The Indian government may ask companies that have less than 50% foreign equity to request approval from Foreign Investment Promotion Board before making any downstream investment. This new proposed regulation policy on foreign investments in India has been agreed on by the major stakeholders in India’s FDI regime. The regulation aims at putting such investments by these companies into areas where Caps on FDI are in place or places in which there are no automatic routes. Such investments would be done through the FIPB. As a result, it is expected that the series of Press Notes potential investors get from the Commerce Ministry will be reduced.
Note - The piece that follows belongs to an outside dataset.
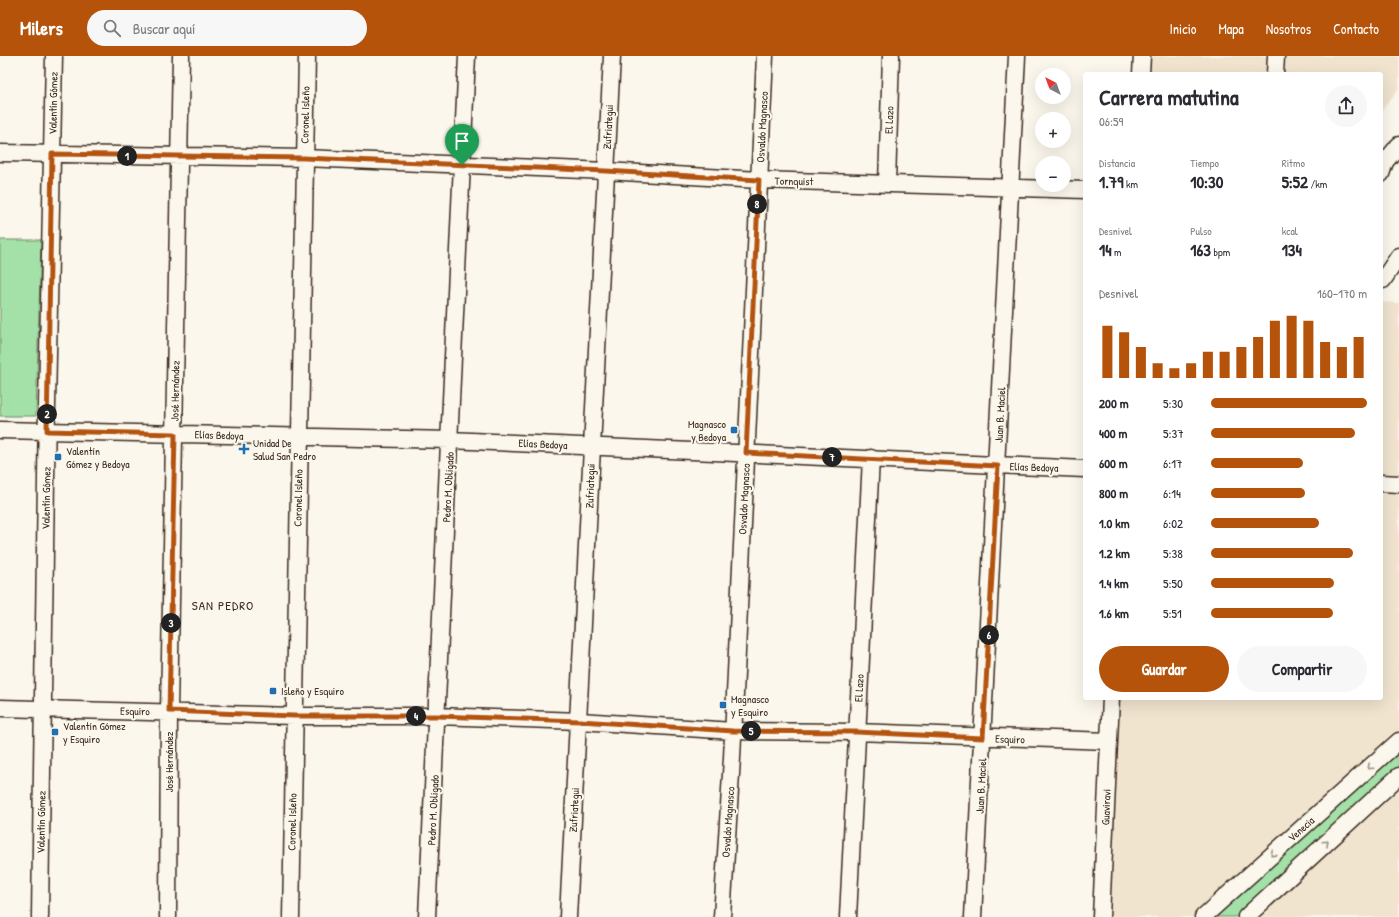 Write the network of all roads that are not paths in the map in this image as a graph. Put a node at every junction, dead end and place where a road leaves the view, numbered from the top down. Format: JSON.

India’s FDI regulations were redefined last year by the Ministry.
The government had issued policy Press notes 2 to 4 that defined foreign companies with over50% share Indian owned as “Indian companies.” In this arrangement, these companies were allowed to have downstream investments regardless of whether there were sectoral Caps on FDI without having to seek the approval of the FIPB. Further more, control of firms had been defined as the power to appoint a majority of a firm’s directors in a company’s board. This policy on foreign investments in India was met by criticisms from the Reserve Bank of India. Companies could manipulate it to make entry into India. Foreign companies can choose to make investments in the said sectors through their Indian units disregarding FDI restrictions. FDI in India is banned in multi-brand retail.
The agreement to impose checks on downstream investments by companies with less than 50 percent foreign equity that are under Indian control is so far India’s latest FDI regulation. What this means is that; if such a company wants to say, make an investment in the defense sector, it would have to go through the FIPB first for consent. That does not include the fact that in all sectors, there are regulations that are to be met for investments regardless. For instance, a defense investment cannot exceed 26% according to regulations on foreign investments in Indian.
Even so, such companies facing this restriction will be allowed to make downstream investments in areas that have 100 percent FDI automatic approval route without having to seek the FIPB’s approval. In addition, the Indian Reserve Bank proposed that Indian companies’ subsequent downstream investments should be made mandatory. However, investors are worried over the control mechanism proposed as the regulation does not work out clearly.